People say Herman Cain was rambling and embarrassed himself while trying to answer a question about Libya. Some say it proves he’s not qualified to be president. But the good news is, rambling and embarrassing himself does qualify him to be vice president.
Cain’s only real foreign policy experience is from when he ran the National Restaurant Association and had to deal with the manager from the International House of Pancakes.
People attending a Rick Perry event in New Hampshire had to prove they were American citizens. They asked a math or science question and if you get it wrong, you were born here.
Police in New York City cleared Zuccotti Park of the Occupy Wall Street protesters. Why don’t we let them occupy basketball arenas around the countries. We’re not using them.
The woman who claimed that Justin Bieber fathered her baby has dropped her paternity suit. In other words, Justin had to find out where babies come from for nothing.
Occupy Wall Street protesters are planning to occupy the subway in New York City. Because if there’s one place to confront the nation’s wealthiest 1 percent, it’s the subway.
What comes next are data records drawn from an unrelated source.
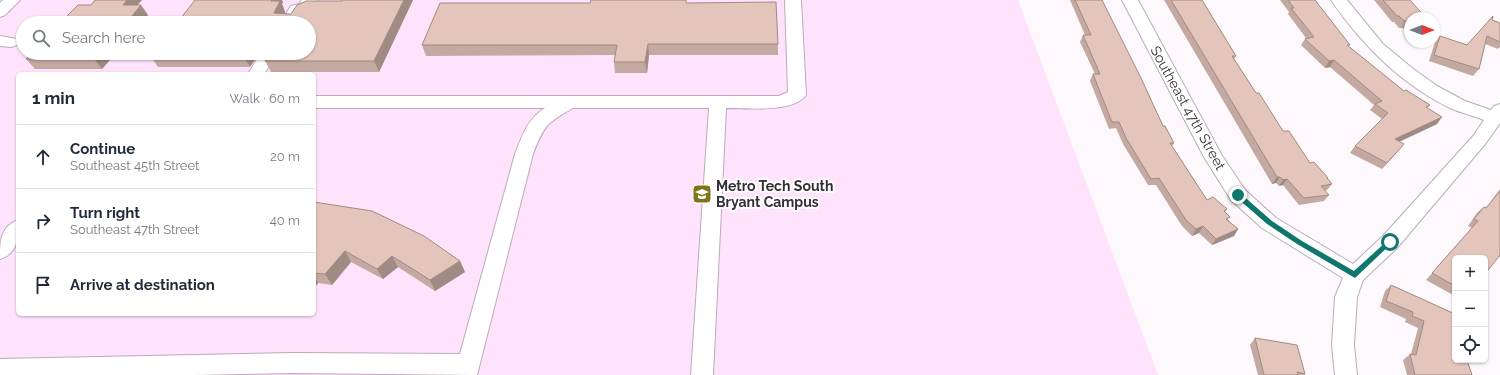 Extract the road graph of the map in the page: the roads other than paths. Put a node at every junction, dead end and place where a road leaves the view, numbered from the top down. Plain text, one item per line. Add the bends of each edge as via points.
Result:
1 (12, 0) edge
2 (310, 0) edge
3 (793, 0) edge
4 (1130, 0) edge
5 (1339, 0) edge
6 (0, 12) edge
7 (292, 16) edge
8 (265, 60) edge
9 (257, 72) edge
10 (316, 102) edge
11 (718, 102) junction
12 (570, 103) junction
13 (1498, 114) edge
14 (16, 231) edge
15 (0, 251) edge
16 (1355, 275) junction
17 (292, 369) edge
18 (417, 369) edge
19 (0, 370) edge
20 (178, 370) edge
21 (240, 370) edge
22 (467, 370) edge
23 (126, 371) edge
24 (702, 375) edge
25 (1346, 375) edge

1 - 6 street
2 - 7 street via 304,9 296,9
3 - 11 street via 797,95 781,102
4 - 16 street, Southeast 47th Street via 1213,157 1238,195 1269,223
5 - 13 street via 1377,47 1431,90 1459,105
8 - 9 street
10 - 12 street
11 - 12 street
11 - 24 street
12 - 22 street via 550,112 535,126 524,154
13 - 16 street via 1480,139 1390,242
14 - 15 street
16 - 25 street via 1346,297 1343,345
17 - 18 street
17 - 21 street
18 - 22 street
19 - 23 street
20 - 21 street
20 - 23 street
Regis Philbin is retiring this week and Vice President Joe Biden stopped by and gave Regis a gift of a bag of tennis balls. When I retire, don’t tell Joe Biden.
Someone shot a bullet at the White House. The Secret Service ruled out Jon Huntsman because that guy has no shot at the White House.
New York City police went into Zuccotti Park in a midnight raid, and the mayor rode in on his pet Chihuahua.
Now the protesters are demanding to be relocated at an area Olive Garden.
No more sleeping or no camping in New York City parks. Hooker, crack dealers, not a problem.
Protesters are also now demanding that Mayor Bloomberg be replaced by Billy Crystal.
Top Ten Things Said To Me, Dave, Backstage At ‘Live! With Regis And Kelly’
"It's one of Regis' last shows — try not to ruin it"
"Hair and makeup? What's the point?"
"Thank you for coming out of retirement to do our show"
"Please tell me you're not Regis' replacement"
"Gelman frisks all of the guests"
"Just what we need, another whiny old guy"
"Why is Regis quitting, and you still have a show?"
"There he is — get him!"
"Right this way, Conan"
Bradley Cooper was named the sexiest man alive. I guess that makes sense in a parallel universe where there’s no Ryan Gosling.
President Obama is in Australia. When he’s in Australia, his approval ratings go down the toilet in a counter-clockwise motion.
Obama was in Hawaii, now he’s in Australia, and then he’s going to Indonesia. I think he saw the Republican debates and thought, “This election will be a piece of cake. I’m going on vacation.”
Obama said we’re sending 2,500 marines to Australia. They’re going for one reason: We’ve declared war on the dingoes.
There’s legislation on the table in the Netherlands that would ban tourists from visiting coffee shops that sell marijuana. That’s fine, Amsterdam. We’re not letting you into Build-A-Bear.
People magazine has named Bradley Cooper the Sexiest Man Alive. All eyes will be on Bradley to see what kind of sexiest man he’ll be. The first few weeks are very important in setting the tone for your term.
On the other hand, congratulations to our security guard Guillermo, was named the Mexiest Man Alive.
The Republican Presidential candidates have really been fighting for attention this week. In fact, Rick Perry proposed cutting the president’s salary in half. Yeah, Perry was like, “What do I care? It’s not like it’ll affect me!"
In a new interview, Herman Cain said that if Rick Perry were an ice cream flavor, he'd be “Rocky Road.” I don’t know, Perry's not really any flavor of ice cream. He's just the brain freeze part.
Vice President Biden was in New York today for the second time in less than a week, just to see if he left his wallet at the M&M’S Store.
There’s apparently an upscale club in New York where members eat beaver tail, hard boiled duck eggs, and lamb eyeballs. Or you could go the cheaper route, and just order a McRib.